You are viewing a plain text version of this content. The canonical link for it is here.
Posted to dev@mynewt.apache.org by Lukasz Wolnik <lu...@gmail.com> on 2018/08/05 19:22:43 UTC

Re: Reducing GATT write attribute's timeout and read attribute's BLE_HS_ENOMEM

Hi Chris,

It's been more than a year but I have finally got some findings.

In my another Mynewt powered device I got the BLE_HS_ENOMEM error
from ble_gattc_write_flat this time. I tried changing BLE_GATT_MAX_PROCS
(down to 2 or up to 8) but with no effect.

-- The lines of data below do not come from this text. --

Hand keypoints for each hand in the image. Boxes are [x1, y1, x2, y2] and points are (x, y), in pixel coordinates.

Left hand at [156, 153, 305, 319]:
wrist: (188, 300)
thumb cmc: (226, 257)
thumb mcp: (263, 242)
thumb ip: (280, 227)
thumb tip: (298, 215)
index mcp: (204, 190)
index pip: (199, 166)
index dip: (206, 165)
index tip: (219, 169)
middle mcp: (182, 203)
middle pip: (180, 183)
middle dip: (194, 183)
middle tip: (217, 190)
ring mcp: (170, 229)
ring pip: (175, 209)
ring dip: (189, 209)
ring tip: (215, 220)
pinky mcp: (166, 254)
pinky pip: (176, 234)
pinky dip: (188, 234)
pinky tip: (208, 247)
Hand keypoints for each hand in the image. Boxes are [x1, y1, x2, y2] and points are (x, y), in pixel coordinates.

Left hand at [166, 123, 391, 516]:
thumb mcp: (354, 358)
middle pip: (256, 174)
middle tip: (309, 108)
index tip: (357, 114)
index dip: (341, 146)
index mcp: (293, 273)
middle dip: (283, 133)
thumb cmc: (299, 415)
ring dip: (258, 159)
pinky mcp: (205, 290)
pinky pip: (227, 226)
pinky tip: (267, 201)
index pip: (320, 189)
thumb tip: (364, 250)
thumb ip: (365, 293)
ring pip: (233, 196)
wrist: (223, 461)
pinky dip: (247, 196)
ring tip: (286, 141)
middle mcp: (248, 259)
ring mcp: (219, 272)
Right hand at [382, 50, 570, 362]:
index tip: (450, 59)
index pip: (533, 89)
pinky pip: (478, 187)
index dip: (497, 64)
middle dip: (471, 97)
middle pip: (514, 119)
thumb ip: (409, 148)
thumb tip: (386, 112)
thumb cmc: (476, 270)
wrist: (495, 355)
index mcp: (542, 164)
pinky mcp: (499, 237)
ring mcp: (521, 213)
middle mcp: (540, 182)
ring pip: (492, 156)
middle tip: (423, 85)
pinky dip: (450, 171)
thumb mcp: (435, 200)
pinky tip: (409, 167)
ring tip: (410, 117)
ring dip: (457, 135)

My device was keeping a connection live but stopped receiving any
communictations from its peer. No notifications, read, write, etc.. Luckily
it was always happening on the 5th consecutive connection (each previous
ones terminated by my app using ble_gap_terminate(conn_handle,
BLE_ERR_REM_USER_CONN_TERM)).

By changing MSYS_1_BLOCK_COUNT I started to get the BLE_HS_ENOMEM
respectively on:

8 - 4th connection
12 - 5th connection (default value)
16 - 6th connection

Yay! This thing is not random at all.

I assume it can't be NimBLE that's not freeing its resources up so I'm
going to look at my dynamically allocated structure that
uses os_memblock_get functions. I'm going to read up on Mynewt mbufs.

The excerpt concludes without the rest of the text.